| Task description |
Lines of the data that contain the word "numbered" are the ones to copy.
******************************
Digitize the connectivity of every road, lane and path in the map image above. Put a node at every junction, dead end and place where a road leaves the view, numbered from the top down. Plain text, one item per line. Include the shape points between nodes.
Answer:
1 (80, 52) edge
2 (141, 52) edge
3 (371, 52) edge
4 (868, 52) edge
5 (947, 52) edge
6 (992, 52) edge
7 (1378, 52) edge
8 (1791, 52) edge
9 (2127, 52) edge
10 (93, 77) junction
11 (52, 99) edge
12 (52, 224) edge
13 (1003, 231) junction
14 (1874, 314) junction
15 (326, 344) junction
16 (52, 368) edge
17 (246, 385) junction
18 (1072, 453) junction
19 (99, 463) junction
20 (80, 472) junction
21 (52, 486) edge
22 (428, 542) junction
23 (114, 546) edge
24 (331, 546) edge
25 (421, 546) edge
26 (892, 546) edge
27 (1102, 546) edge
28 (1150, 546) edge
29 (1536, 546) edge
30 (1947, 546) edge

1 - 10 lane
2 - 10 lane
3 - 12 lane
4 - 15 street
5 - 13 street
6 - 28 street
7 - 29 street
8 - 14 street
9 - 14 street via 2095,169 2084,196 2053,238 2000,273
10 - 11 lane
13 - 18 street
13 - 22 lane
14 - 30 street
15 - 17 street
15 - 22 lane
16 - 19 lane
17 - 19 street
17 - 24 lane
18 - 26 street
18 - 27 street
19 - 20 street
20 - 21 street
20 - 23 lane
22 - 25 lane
******************************
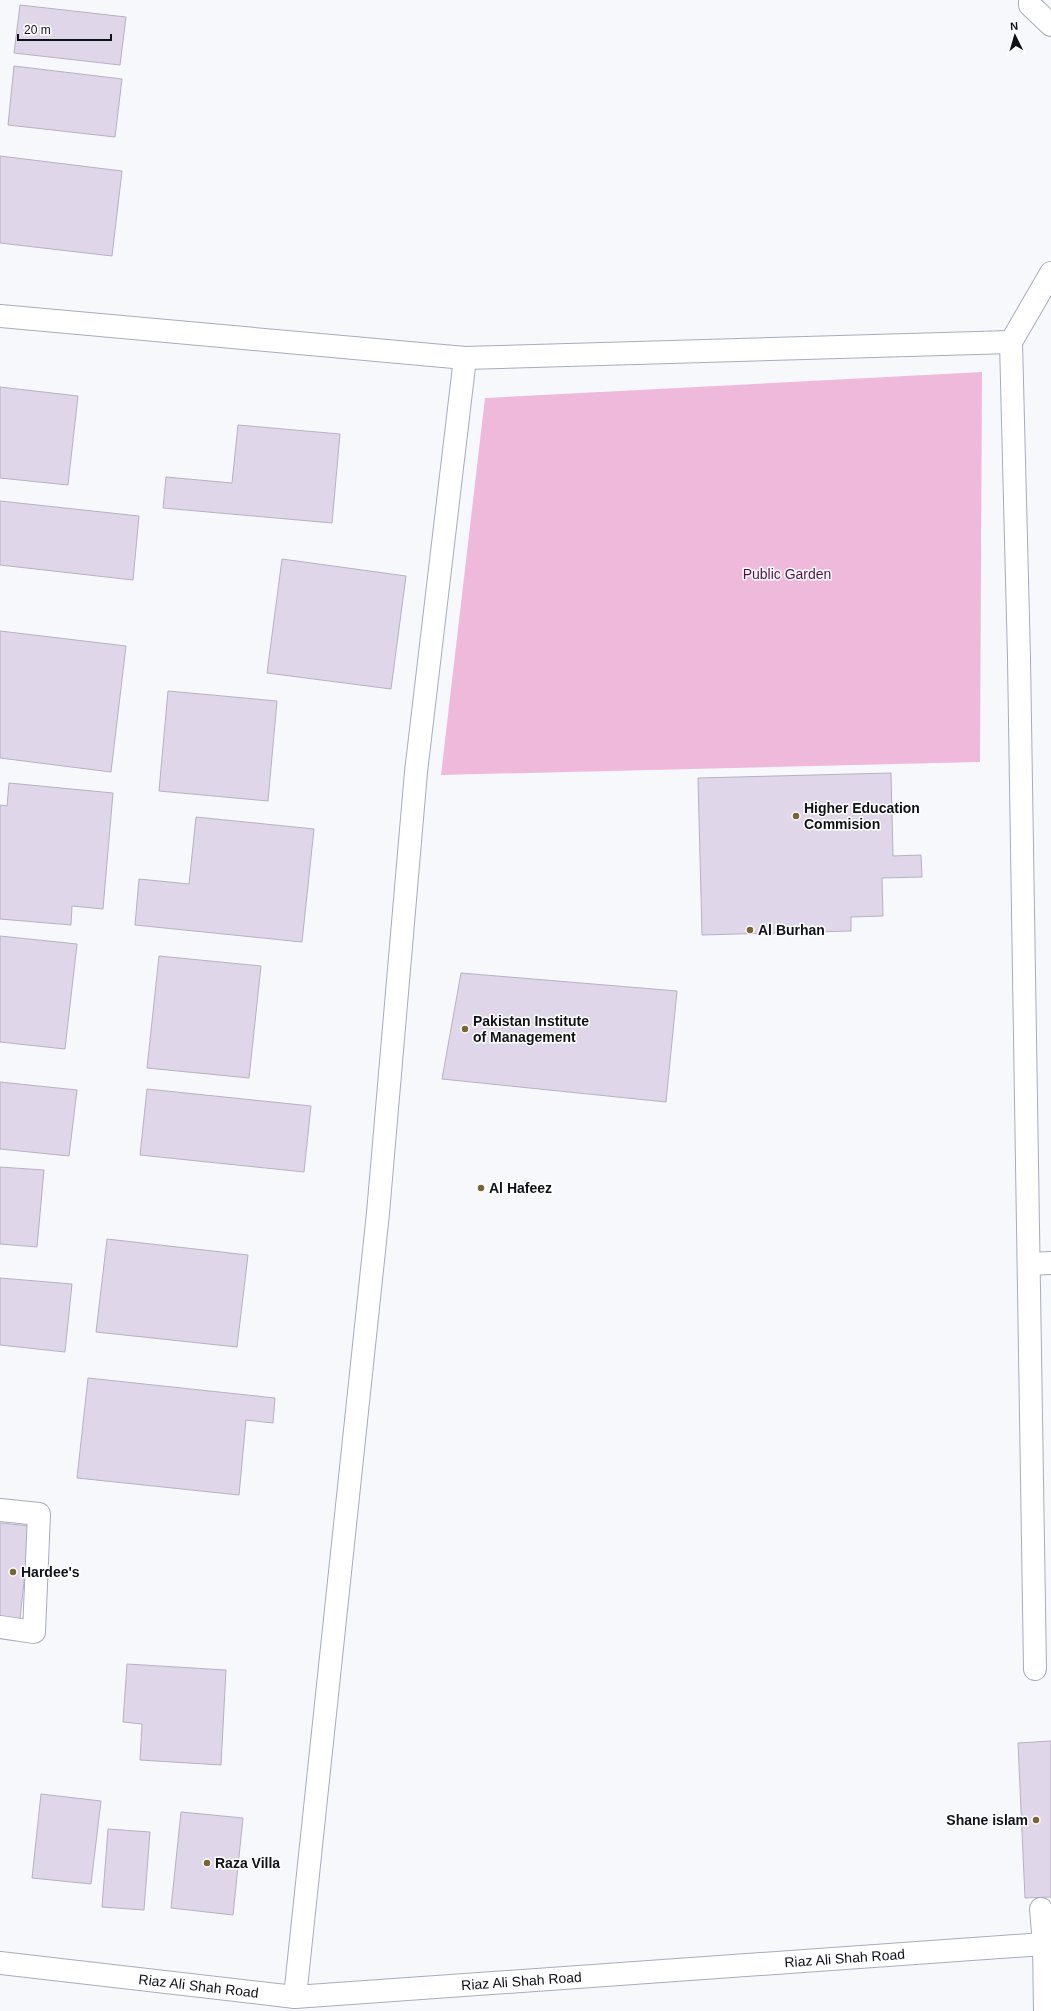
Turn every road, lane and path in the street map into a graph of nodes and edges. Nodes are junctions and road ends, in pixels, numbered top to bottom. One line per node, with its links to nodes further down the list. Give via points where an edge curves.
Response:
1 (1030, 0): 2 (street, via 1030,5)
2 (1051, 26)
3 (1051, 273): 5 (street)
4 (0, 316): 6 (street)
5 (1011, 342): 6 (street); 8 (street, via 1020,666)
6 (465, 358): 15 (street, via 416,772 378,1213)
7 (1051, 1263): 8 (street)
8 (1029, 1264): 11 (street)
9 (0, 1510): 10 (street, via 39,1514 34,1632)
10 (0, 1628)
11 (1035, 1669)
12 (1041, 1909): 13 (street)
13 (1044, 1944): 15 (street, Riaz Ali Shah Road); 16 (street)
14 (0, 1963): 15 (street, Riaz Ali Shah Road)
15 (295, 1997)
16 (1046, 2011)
******************************
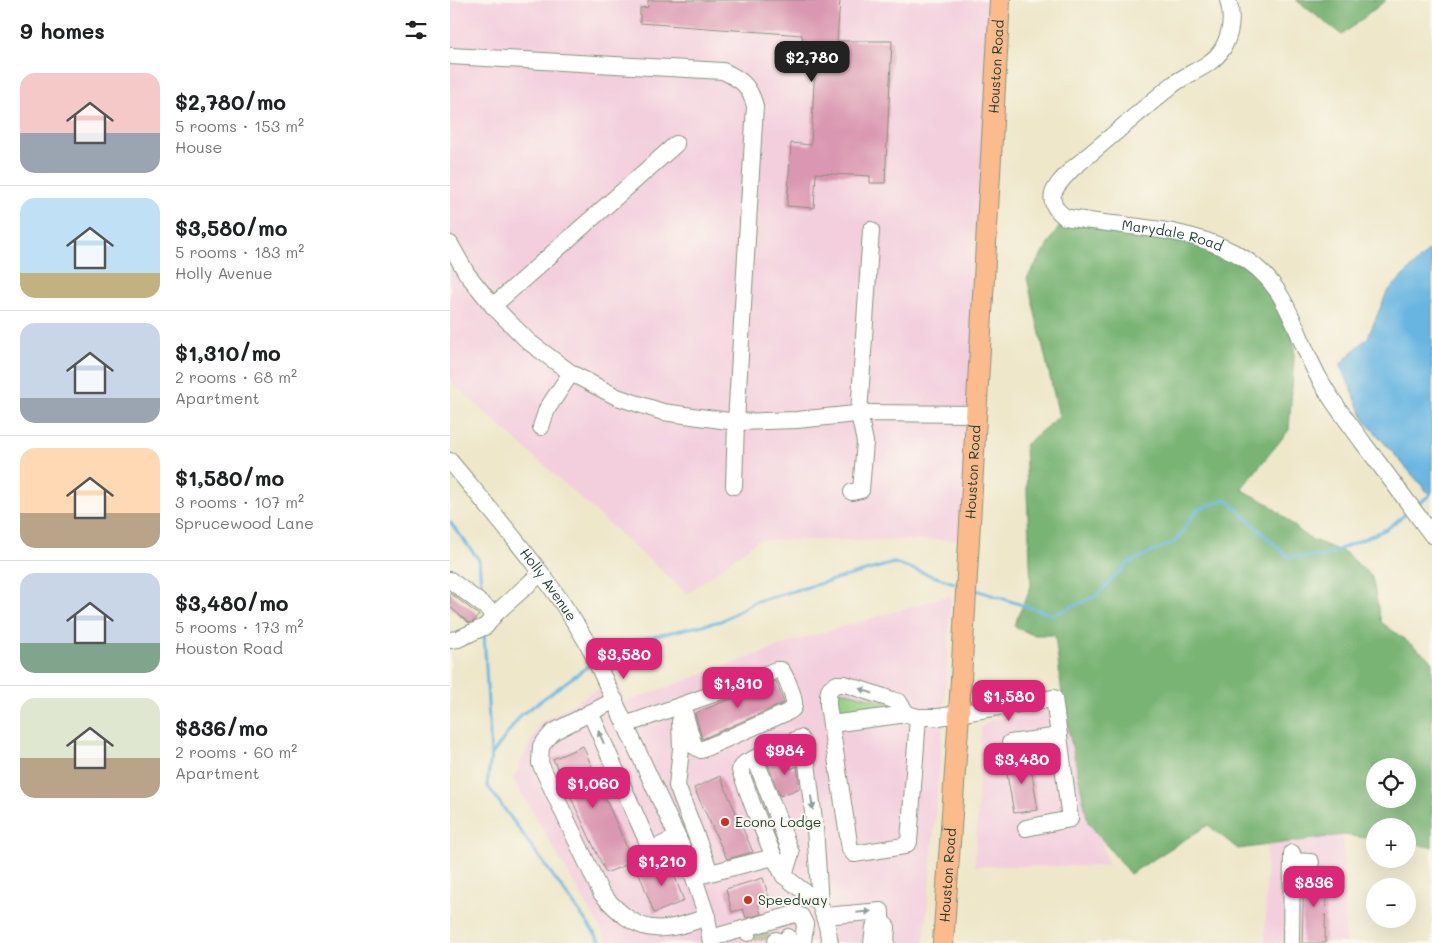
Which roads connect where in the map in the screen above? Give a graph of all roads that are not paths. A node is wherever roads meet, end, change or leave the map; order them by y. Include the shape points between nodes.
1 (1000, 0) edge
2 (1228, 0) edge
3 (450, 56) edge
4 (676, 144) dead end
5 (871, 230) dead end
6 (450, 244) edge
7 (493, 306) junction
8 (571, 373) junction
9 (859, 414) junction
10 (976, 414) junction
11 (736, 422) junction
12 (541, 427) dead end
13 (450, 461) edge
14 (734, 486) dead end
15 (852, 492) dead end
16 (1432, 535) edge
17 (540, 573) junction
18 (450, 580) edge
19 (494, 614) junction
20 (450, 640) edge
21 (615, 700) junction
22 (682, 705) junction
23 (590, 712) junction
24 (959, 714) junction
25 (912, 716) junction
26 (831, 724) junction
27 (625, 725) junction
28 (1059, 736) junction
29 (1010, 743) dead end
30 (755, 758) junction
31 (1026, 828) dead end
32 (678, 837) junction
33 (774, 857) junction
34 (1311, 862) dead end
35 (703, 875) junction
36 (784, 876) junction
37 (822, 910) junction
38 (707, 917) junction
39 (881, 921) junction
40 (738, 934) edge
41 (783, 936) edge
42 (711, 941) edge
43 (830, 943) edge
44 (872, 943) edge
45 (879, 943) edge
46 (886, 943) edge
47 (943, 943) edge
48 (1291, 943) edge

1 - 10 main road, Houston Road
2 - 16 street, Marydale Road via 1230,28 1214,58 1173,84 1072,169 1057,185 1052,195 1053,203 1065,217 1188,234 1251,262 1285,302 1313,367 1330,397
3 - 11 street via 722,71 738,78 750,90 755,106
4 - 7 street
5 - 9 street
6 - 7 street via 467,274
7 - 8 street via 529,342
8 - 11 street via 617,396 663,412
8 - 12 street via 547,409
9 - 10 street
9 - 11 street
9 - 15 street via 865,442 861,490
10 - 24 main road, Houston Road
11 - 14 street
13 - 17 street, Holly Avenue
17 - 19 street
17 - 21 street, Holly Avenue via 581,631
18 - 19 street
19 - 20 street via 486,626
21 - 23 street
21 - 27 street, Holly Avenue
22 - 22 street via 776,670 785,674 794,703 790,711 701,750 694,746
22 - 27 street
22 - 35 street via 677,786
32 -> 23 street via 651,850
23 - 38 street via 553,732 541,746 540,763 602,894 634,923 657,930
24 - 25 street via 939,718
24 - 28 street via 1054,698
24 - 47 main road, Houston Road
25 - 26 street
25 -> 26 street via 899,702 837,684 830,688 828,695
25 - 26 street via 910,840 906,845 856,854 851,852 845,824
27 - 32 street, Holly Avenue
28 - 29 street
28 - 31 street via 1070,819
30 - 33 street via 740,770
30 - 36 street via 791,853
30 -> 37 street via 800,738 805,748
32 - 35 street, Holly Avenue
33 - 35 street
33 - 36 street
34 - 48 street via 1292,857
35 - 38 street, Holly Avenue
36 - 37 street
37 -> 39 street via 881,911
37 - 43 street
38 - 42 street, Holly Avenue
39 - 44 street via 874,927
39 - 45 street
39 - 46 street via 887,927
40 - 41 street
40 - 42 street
******************************
| Task output |
Digitize the connectivity of every road, lane and path in the map image above. Put a node at every junction, dead end and place where a road leaves the view, numbered from the top down. Plain text, one item per line. Include the shape points between nodes.
Turn every road, lane and path in the street map into a graph of nodes and edges. Nodes are junctions and road ends, in pixels, numbered top to bottom. One line per node, with its links to nodes further down the list. Give via points where an edge curves.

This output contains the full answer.